What is required: Could you restate every entry word for word, leaving the pictures out?

Data for this task:
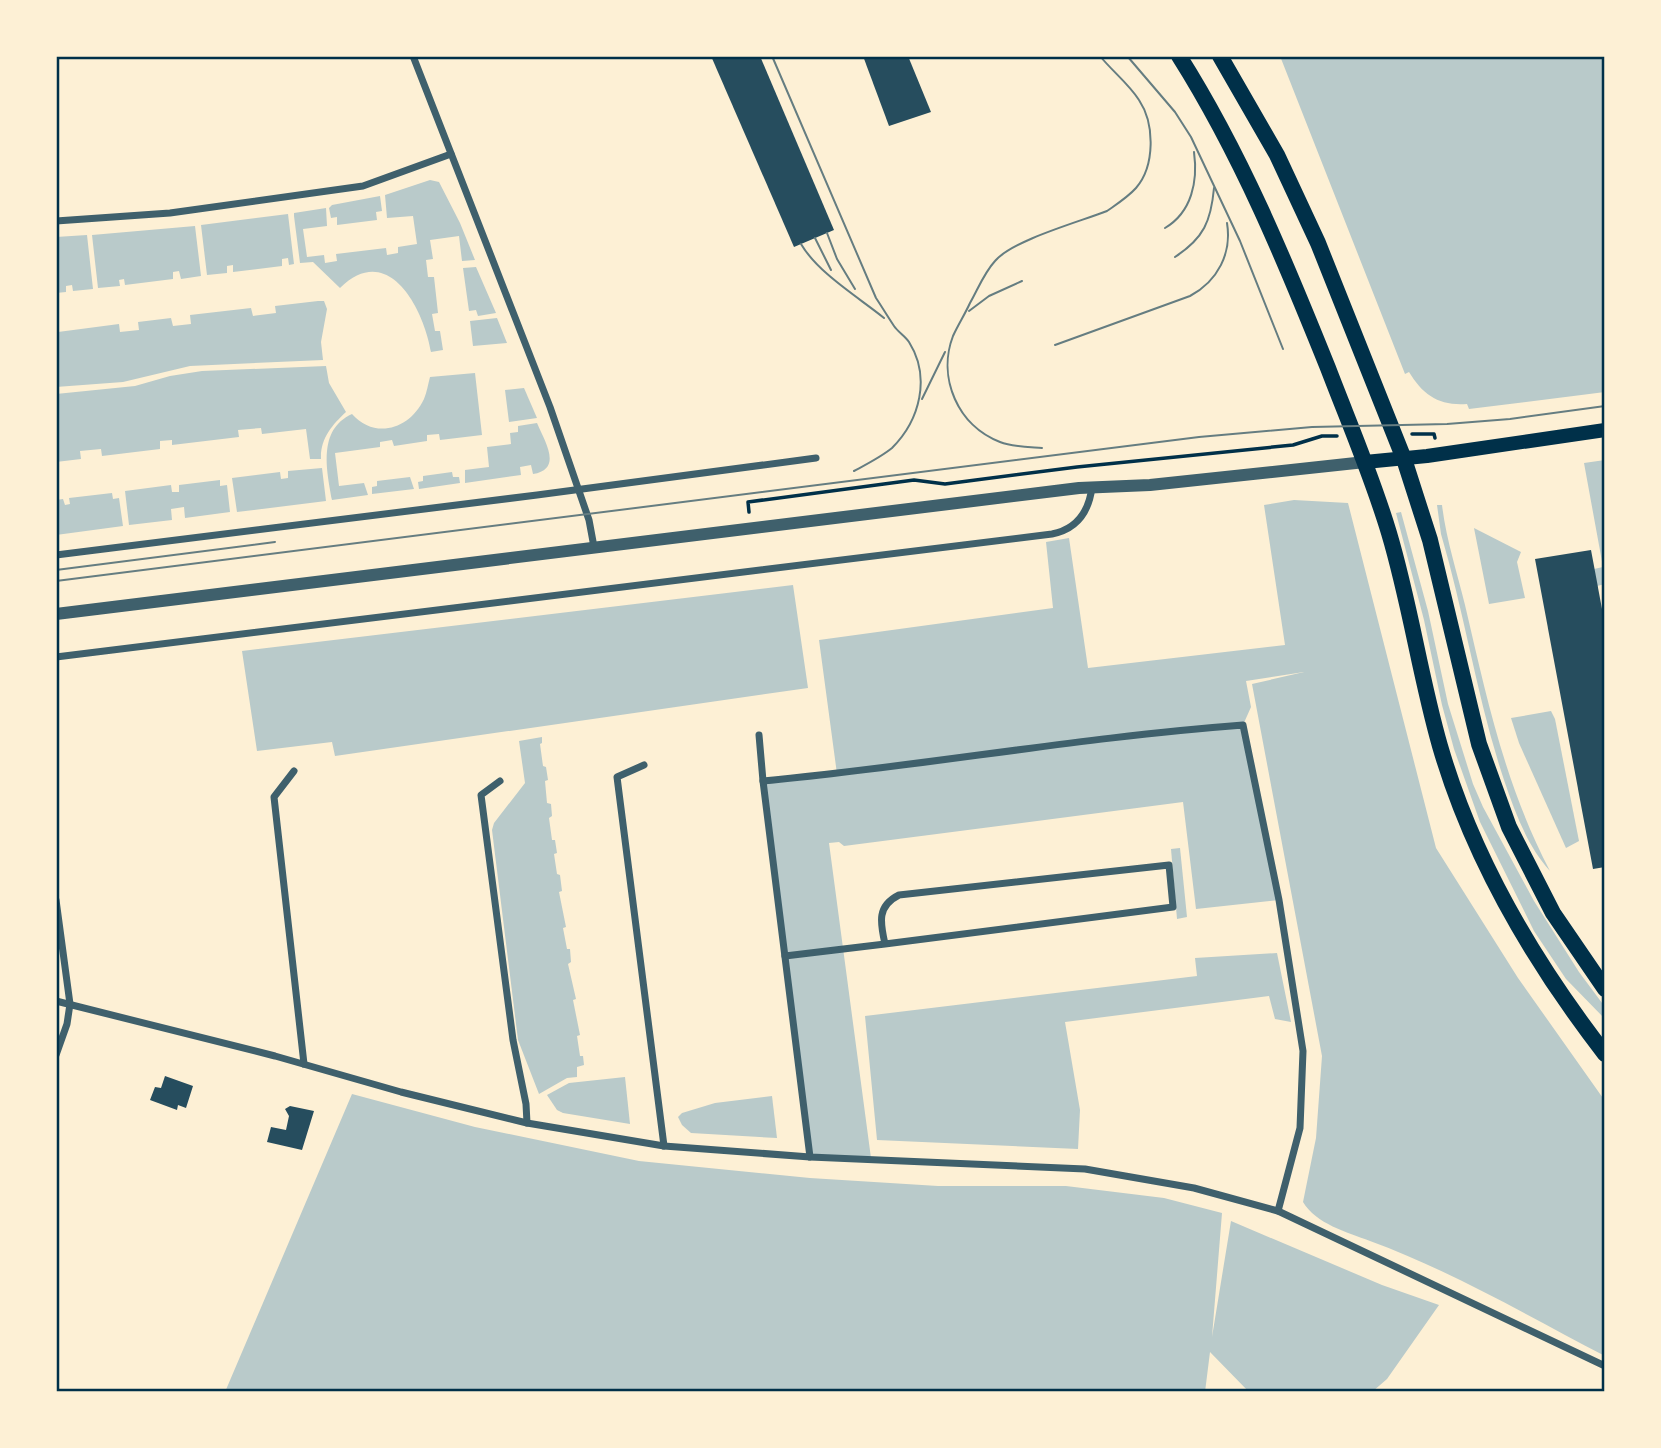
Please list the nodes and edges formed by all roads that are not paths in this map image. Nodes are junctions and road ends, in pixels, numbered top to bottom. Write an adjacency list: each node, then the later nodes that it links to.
1 (413, 56): 4 (street)
2 (1179, 56): 9 (main road)
3 (1220, 56): 8 (main road)
4 (451, 154): 5 (street); 11 (street)
5 (56, 221)
6 (1605, 430): 8 (main road)
7 (816, 458): 11 (street)
8 (1404, 459): 9 (main road); 24 (main road)
9 (1365, 462): 10 (street); 27 (main road)
10 (1092, 487): 12 (street); 15 (street)
11 (578, 490): 12 (street); 13 (street)
12 (594, 547): 14 (street)
13 (56, 555)
14 (56, 614)
15 (56, 657)
16 (760, 735): 19 (street)
17 (644, 765): 31 (street)
18 (294, 771): 29 (street)
19 (763, 781): 23 (street); 33 (street)
20 (500, 782): 30 (street)
21 (56, 900): 26 (street)
22 (885, 944): 22 (street); 23 (street)
23 (785, 956): 32 (street)
24 (1605, 989)
25 (56, 1001): 26 (street)
26 (70, 1004): 28 (street); 29 (street)
27 (1605, 1054)
28 (56, 1055)
29 (304, 1064): 30 (street)
30 (527, 1123): 31 (street)
31 (664, 1146): 32 (street)
32 (810, 1157): 33 (street)
33 (1278, 1211): 34 (street)
34 (1605, 1366)

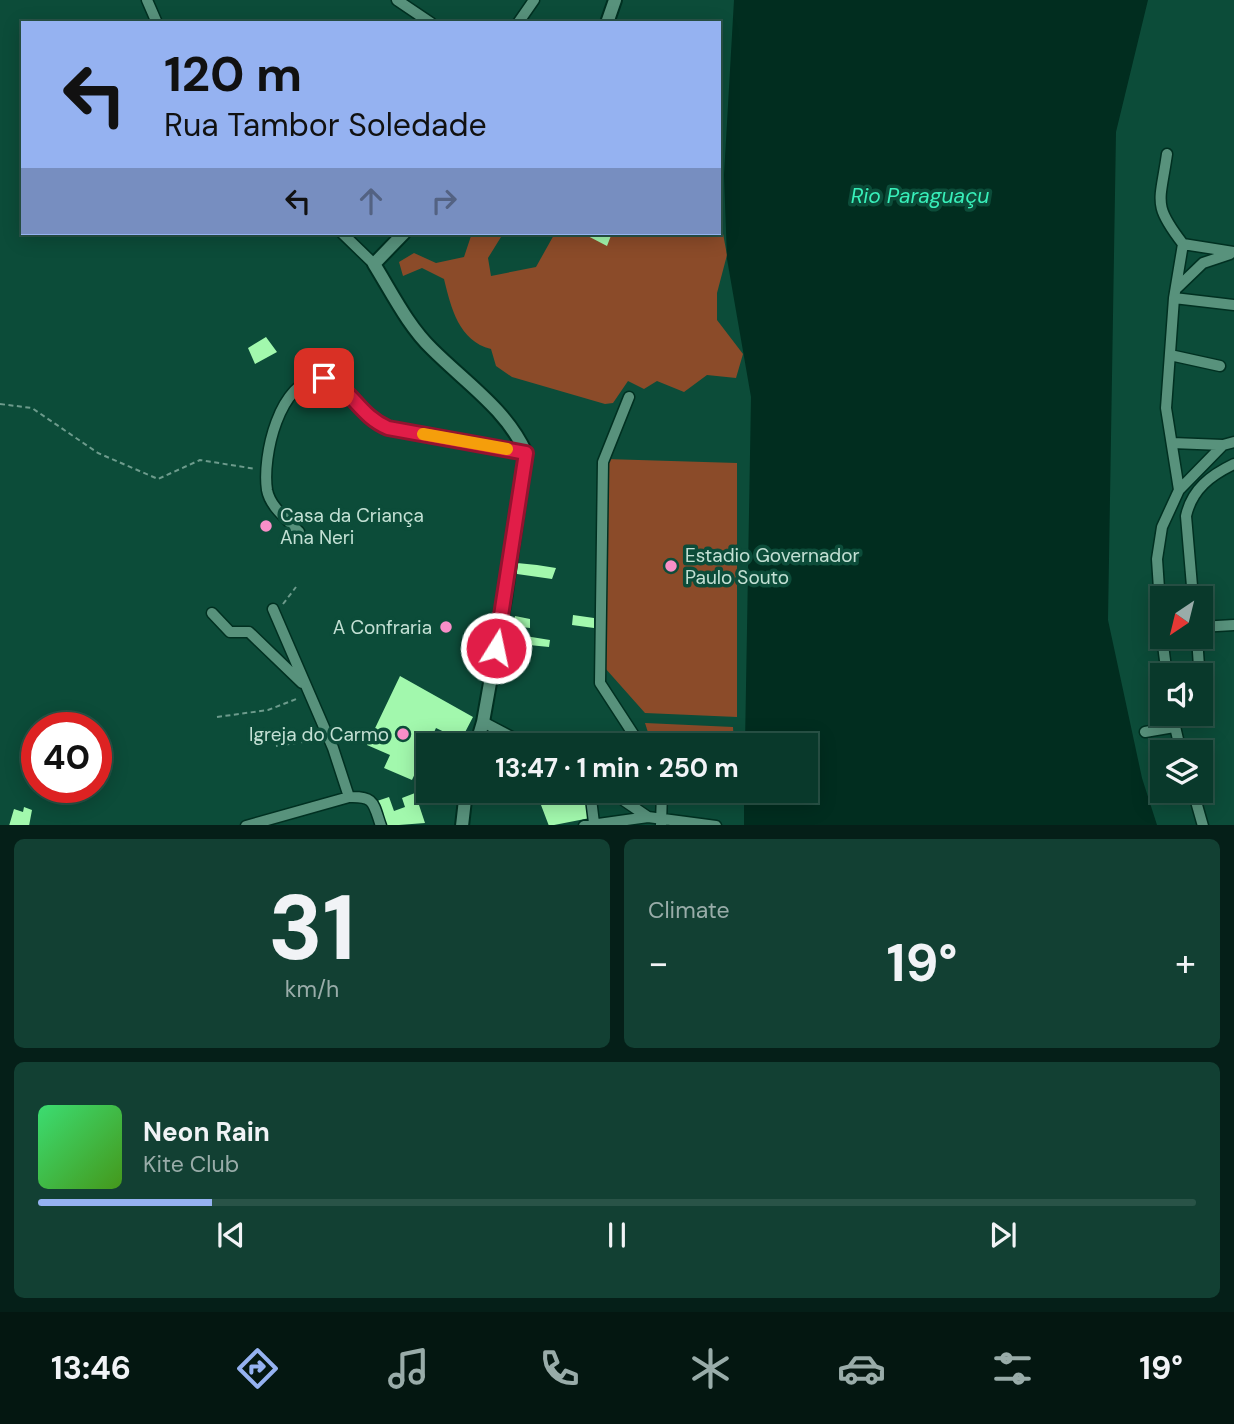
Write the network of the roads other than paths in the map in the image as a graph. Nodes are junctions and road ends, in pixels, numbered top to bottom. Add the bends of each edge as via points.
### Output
1 (147, 0) edge
2 (397, 0) edge
3 (534, 0) edge
4 (615, 0) edge
5 (156, 21) edge
6 (428, 21) edge
7 (519, 21) edge
8 (608, 21) edge
9 (1167, 154) dead end
10 (344, 235) edge
11 (402, 235) edge
12 (1183, 244) junction
13 (1234, 253) edge
14 (374, 264) junction
15 (1175, 293) junction
16 (1234, 305) edge
17 (1170, 355) junction
18 (1220, 366) dead end
19 (629, 397) dead end
20 (1234, 442) edge
21 (1172, 443) junction
22 (1223, 445) junction
23 (526, 453) junction
24 (1234, 464) edge
25 (1179, 489) junction
26 (299, 532) dead end
27 (1158, 586) edge
28 (1192, 586) edge
29 (273, 609) road end
30 (212, 613) dead end
31 (1234, 625) edge
32 (1213, 626) edge
33 (309, 691) junction
34 (484, 722) junction
35 (1174, 726) joint
36 (1145, 732) dead end
37 (480, 733) edge
38 (504, 733) edge
39 (633, 733) edge
40 (1178, 740) edge
41 (349, 797) junction
42 (465, 803) edge
43 (590, 803) edge
44 (628, 803) edge
45 (662, 803) edge
46 (1197, 803) edge
47 (648, 817) junction
48 (661, 823) edge
49 (589, 824) edge
50 (246, 825) edge
51 (381, 825) edge
52 (462, 825) edge
53 (716, 825) edge
54 (1203, 825) edge

1 - 5 street
2 - 6 street
3 - 7 street
4 - 8 street
9 - 12 street via 1159,206
10 - 14 street
11 - 14 street
12 - 13 street
12 - 15 street
13 - 15 street via 1203,263
14 - 23 street via 425,341 494,406 517,432
15 - 16 street
15 - 17 street
17 - 18 street
17 - 21 street via 1166,408
19 - 39 street via 603,462 600,682
20 - 22 street
21 - 22 street
21 - 25 street
22 - 25 street
23 - 26 street via 388,428 371,420 348,392 324,378 305,384 286,402 274,428 267,471 267,492 275,508
23 - 34 street
24 - 28 street via 1214,474 1189,503
25 - 27 street via 1158,544
29 - 33 street
30 - 33 street via 230,632 249,632
31 - 32 street
33 - 41 street
34 - 37 street
34 - 38 street
35 - 36 street
35 - 40 street
41 - 50 street
41 - 51 street via 367,796
42 - 52 street
43 - 49 street
44 - 47 street
45 - 48 street
46 - 54 street
47 - 48 street
47 - 49 street
48 - 53 street

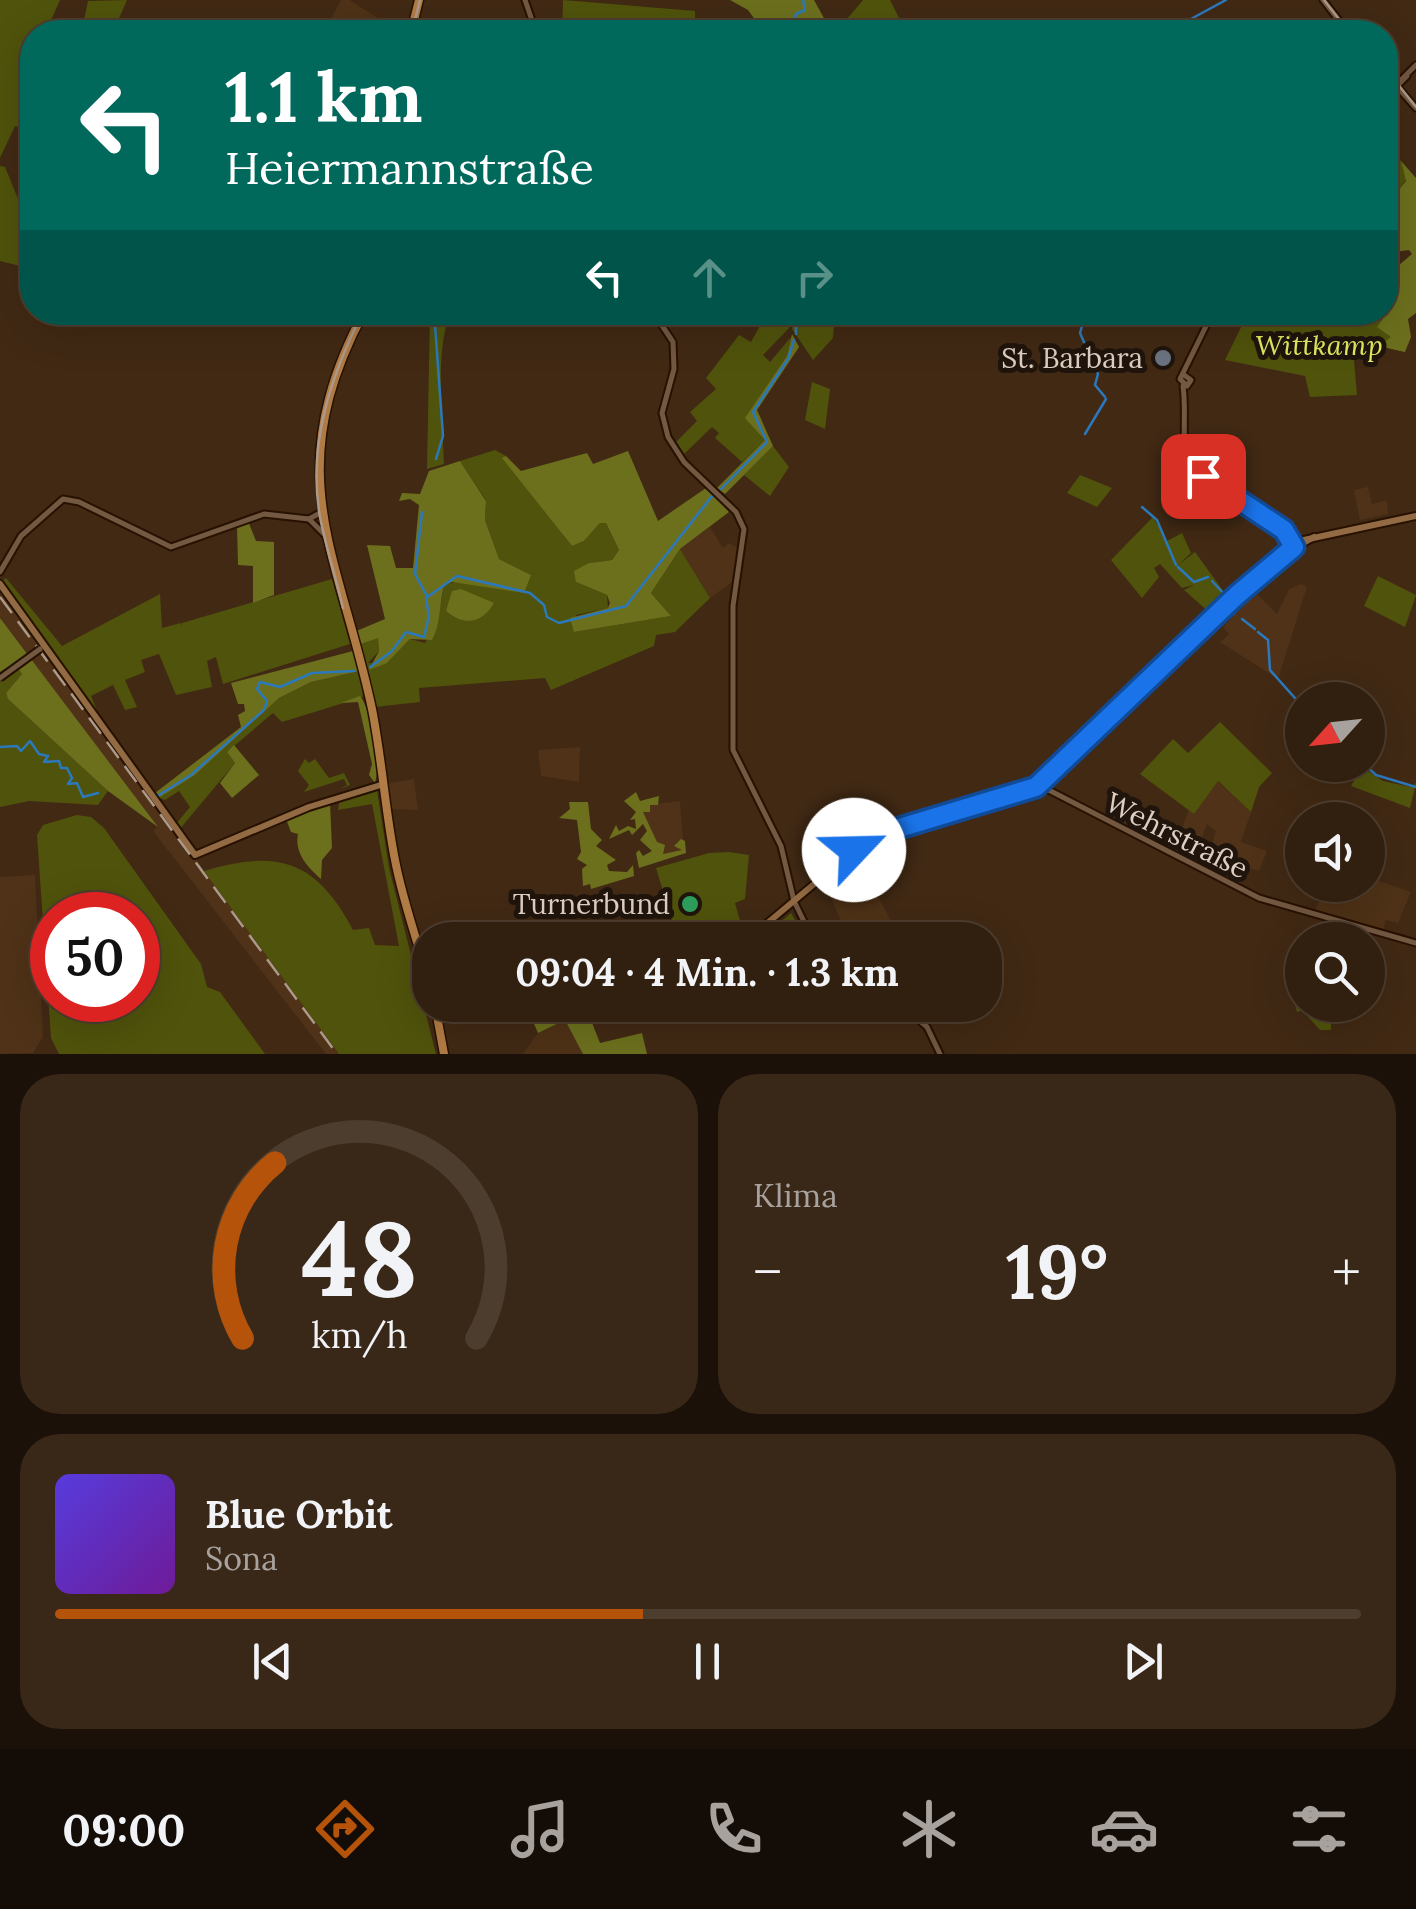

Response to this task:
Please list the nodes and edges formed by all roads that are not paths in this map image. Nodes are junctions and road ends, in pixels, numbered top to bottom. Write an adjacency list: each node, then the later nodes that it links to.
1 (413, 56): 4 (street)
2 (1179, 56): 9 (main road)
3 (1220, 56): 8 (main road)
4 (451, 154): 5 (street); 11 (street)
5 (56, 221)
6 (1605, 430): 8 (main road)
7 (816, 458): 11 (street)
8 (1404, 459): 9 (main road); 24 (main road)
9 (1365, 462): 10 (street); 27 (main road)
10 (1092, 487): 12 (street); 15 (street)
11 (578, 490): 12 (street); 13 (street)
12 (594, 547): 14 (street)
13 (56, 555)
14 (56, 614)
15 (56, 657)
16 (760, 735): 19 (street)
17 (644, 765): 31 (street)
18 (294, 771): 29 (street)
19 (763, 781): 23 (street); 33 (street)
20 (500, 782): 30 (street)
21 (56, 900): 26 (street)
22 (885, 944): 22 (street); 23 (street)
23 (785, 956): 32 (street)
24 (1605, 989)
25 (56, 1001): 26 (street)
26 (70, 1004): 28 (street); 29 (street)
27 (1605, 1054)
28 (56, 1055)
29 (304, 1064): 30 (street)
30 (527, 1123): 31 (street)
31 (664, 1146): 32 (street)
32 (810, 1157): 33 (street)
33 (1278, 1211): 34 (street)
34 (1605, 1366)

Write the network of the roads other than paths in the map in the image as a graph. Nodes are junctions and road ends, in pixels, numbered top to bottom. Add the bends of each edge as via points.
### Output
1 (147, 0) edge
2 (397, 0) edge
3 (534, 0) edge
4 (615, 0) edge
5 (156, 21) edge
6 (428, 21) edge
7 (519, 21) edge
8 (608, 21) edge
9 (1167, 154) dead end
10 (344, 235) edge
11 (402, 235) edge
12 (1183, 244) junction
13 (1234, 253) edge
14 (374, 264) junction
15 (1175, 293) junction
16 (1234, 305) edge
17 (1170, 355) junction
18 (1220, 366) dead end
19 (629, 397) dead end
20 (1234, 442) edge
21 (1172, 443) junction
22 (1223, 445) junction
23 (526, 453) junction
24 (1234, 464) edge
25 (1179, 489) junction
26 (299, 532) dead end
27 (1158, 586) edge
28 (1192, 586) edge
29 (273, 609) road end
30 (212, 613) dead end
31 (1234, 625) edge
32 (1213, 626) edge
33 (309, 691) junction
34 (484, 722) junction
35 (1174, 726) joint
36 (1145, 732) dead end
37 (480, 733) edge
38 (504, 733) edge
39 (633, 733) edge
40 (1178, 740) edge
41 (349, 797) junction
42 (465, 803) edge
43 (590, 803) edge
44 (628, 803) edge
45 (662, 803) edge
46 (1197, 803) edge
47 (648, 817) junction
48 (661, 823) edge
49 (589, 824) edge
50 (246, 825) edge
51 (381, 825) edge
52 (462, 825) edge
53 (716, 825) edge
54 (1203, 825) edge

1 - 5 street
2 - 6 street
3 - 7 street
4 - 8 street
9 - 12 street via 1159,206
10 - 14 street
11 - 14 street
12 - 13 street
12 - 15 street
13 - 15 street via 1203,263
14 - 23 street via 425,341 494,406 517,432
15 - 16 street
15 - 17 street
17 - 18 street
17 - 21 street via 1166,408
19 - 39 street via 603,462 600,682
20 - 22 street
21 - 22 street
21 - 25 street
22 - 25 street
23 - 26 street via 388,428 371,420 348,392 324,378 305,384 286,402 274,428 267,471 267,492 275,508
23 - 34 street
24 - 28 street via 1214,474 1189,503
25 - 27 street via 1158,544
29 - 33 street
30 - 33 street via 230,632 249,632
31 - 32 street
33 - 41 street
34 - 37 street
34 - 38 street
35 - 36 street
35 - 40 street
41 - 50 street
41 - 51 street via 367,796
42 - 52 street
43 - 49 street
44 - 47 street
45 - 48 street
46 - 54 street
47 - 48 street
47 - 49 street
48 - 53 street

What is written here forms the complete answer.